И он вновь и вновь возвращается урывками, беспокойно к роману. Правит и правит его. И все яснее, определенней звучит тема провокации, тема предательства. И в новых набросках Мастер подозревает, что явившийся к нему ни с того ни с сего Азазелло предатель. И появляется персонаж с подозрительной фамилией Богохульский. И Алоизий Могарыч оказывается слишком уж подозрительно всесторонне и глубоко осведомлен о всех тонкостях литературной и политической жизни страны, так что наивнейший Мастер не может про него не сказать:

— Именно, нигде до того я не встречал и уверен, что нигде не встречу человека такого ума, каким обладал Алоизий. Если я не понимал смысла какой-нибудь заметки в газете, Алоизий объяснял мне ее буквально в одну минуту, причем видно было, что объяснение это ему не стоило ровно ничего. То же самое с жизненными явлениями и вопросами. Но этого было мало. Покорил меня Алоизий своей страстью к литературе. Он не успокоился до тех пор, пока не упросил меня прочесть ему мой роман весь от корки до корки, причем о романе он отозвался очень лестно, но с потрясающей точностью, как бы присутствуя при этом, рассказал все замечания редактора, касающиеся этого романа. Он попадал из ста раз сто раз. Кроме того, он совершенно безошибочно объяснил мне, и я догадывался, что это безошибочно, почему мой роман не мог быть напечатан.
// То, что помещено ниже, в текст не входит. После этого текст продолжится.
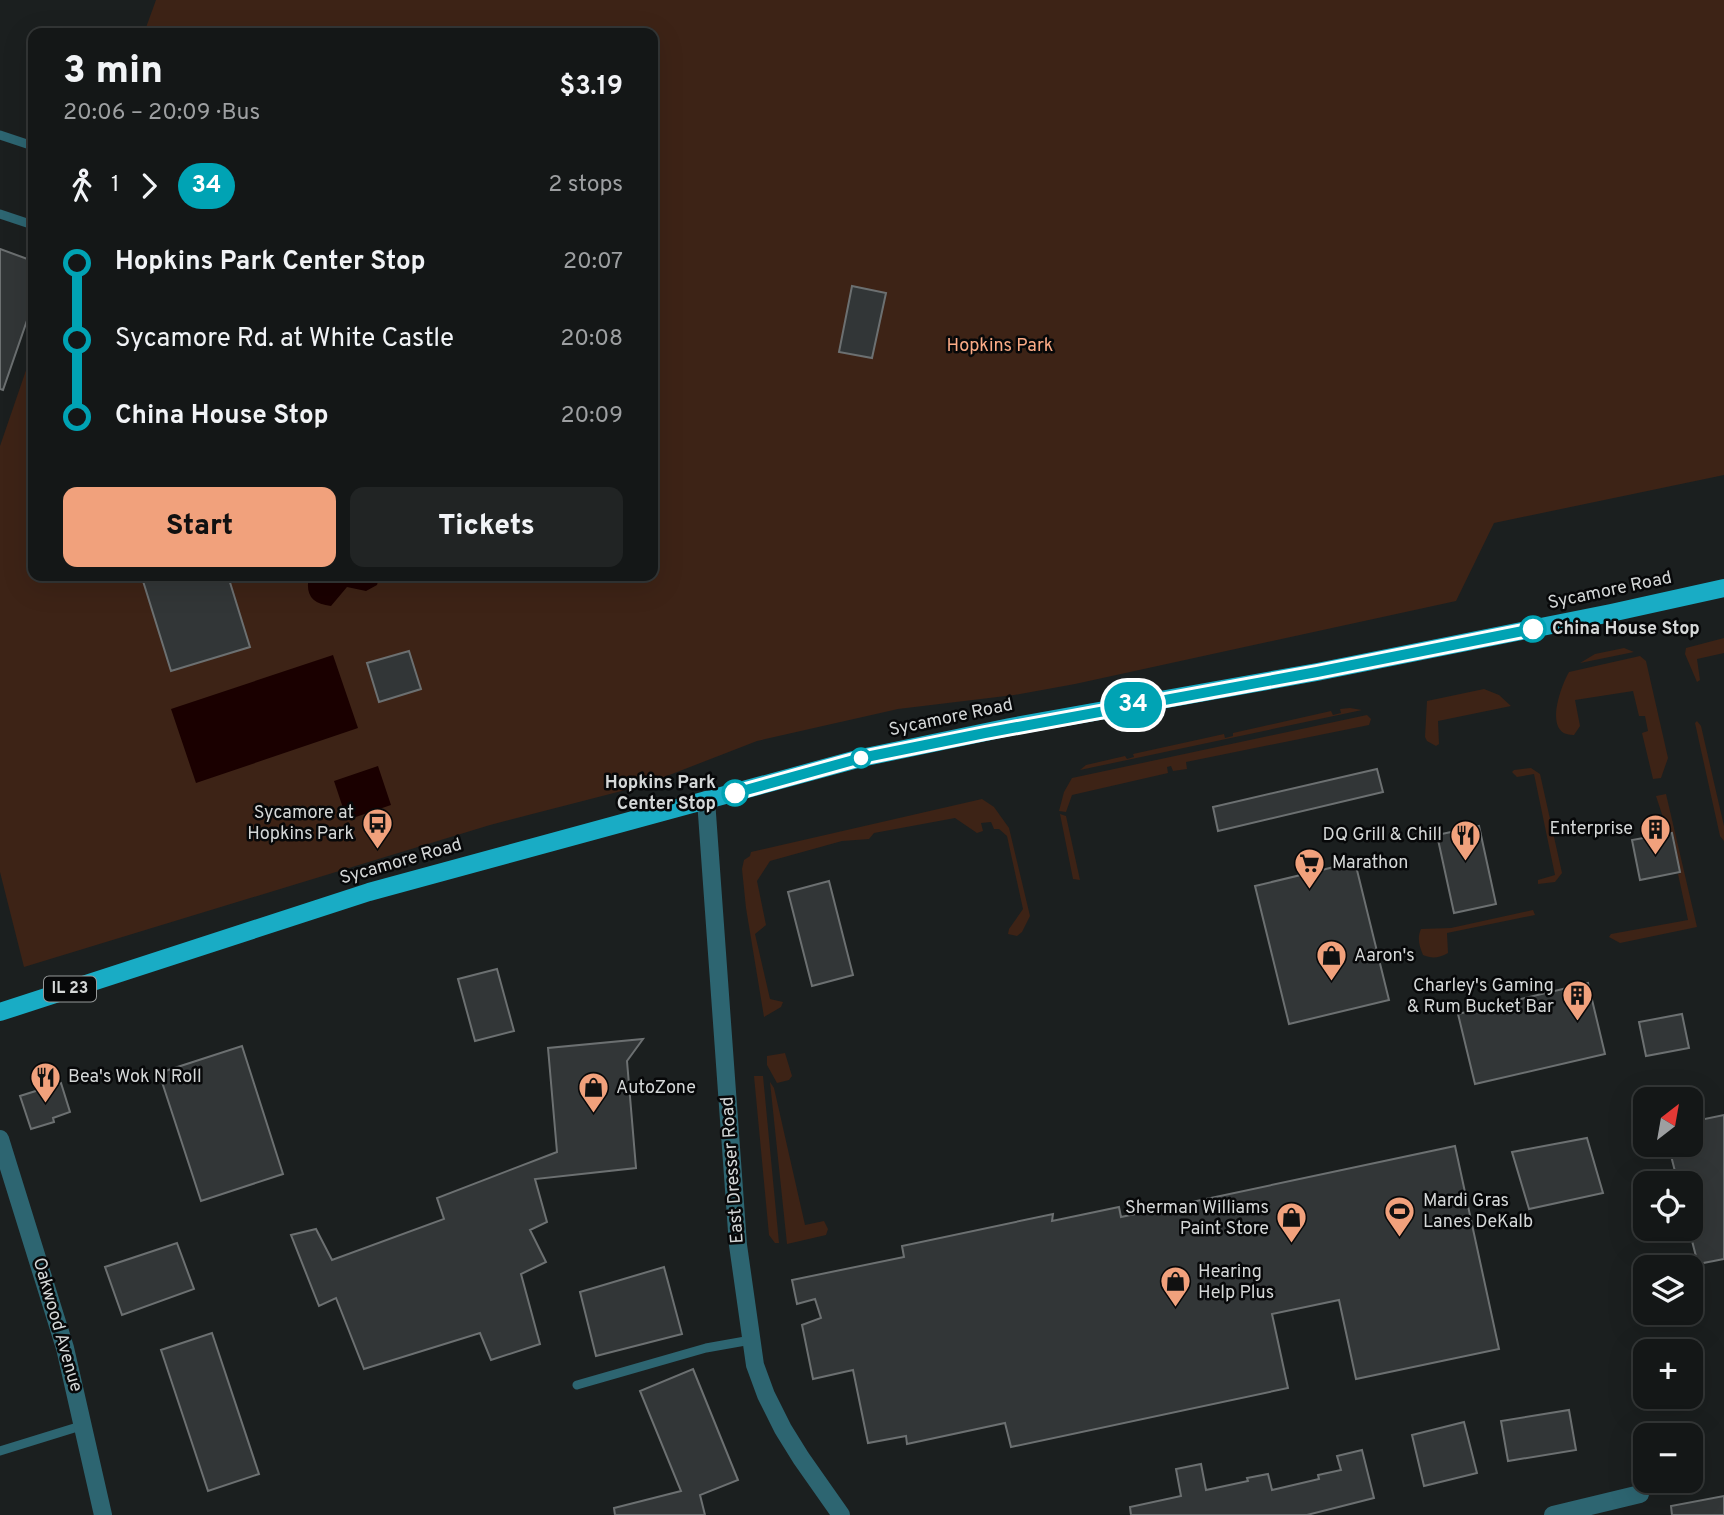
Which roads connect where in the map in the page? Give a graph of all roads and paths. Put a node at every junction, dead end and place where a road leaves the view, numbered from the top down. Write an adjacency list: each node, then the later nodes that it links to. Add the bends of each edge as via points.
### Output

Он прямо говорил: глава такая-то идти не может...

Вот каким прохвостом благодаря всей этой чертовщине обогащается бессмертный роман, и, вероятно, найдется немало людей, читающих эту историю, которые возблагодарят Бога за то, что окружил великого автора толпой провокаторов, предателей и всякого рода прочих свиней, и, может быть, они будут в чем-то и правы, поскольку без Алоизия уже невозможно себе представить этот всеми любимый роман. И все-таки не могу не напомнить этого рода поклонникам моего изумительного героя, что у него нервы больны, что его страшит одиночество, что он дичится толпы, что головные боли сокрушают его и точат бессонницы, и по этой причине он глубоко и ужасно страдает, когда вдруг прозревает своим ясным умом то в одном, то в другом из приятелей и гостей предателя, провокатора, служителя той отвратительной службы, без которой не может обойтись ни одно государство, но которая почему-то во все времена с удивительным старанием прячет от окружающих свое истинное лицо, страшась по множеству оснований, что на месте лица всем увидится мерзкое мурло палача.

Да, страдает. Именно так. И все эти страдания уже пробуждают его наследственную болезнь, которая подкрадывается к нему неприметно, как вор.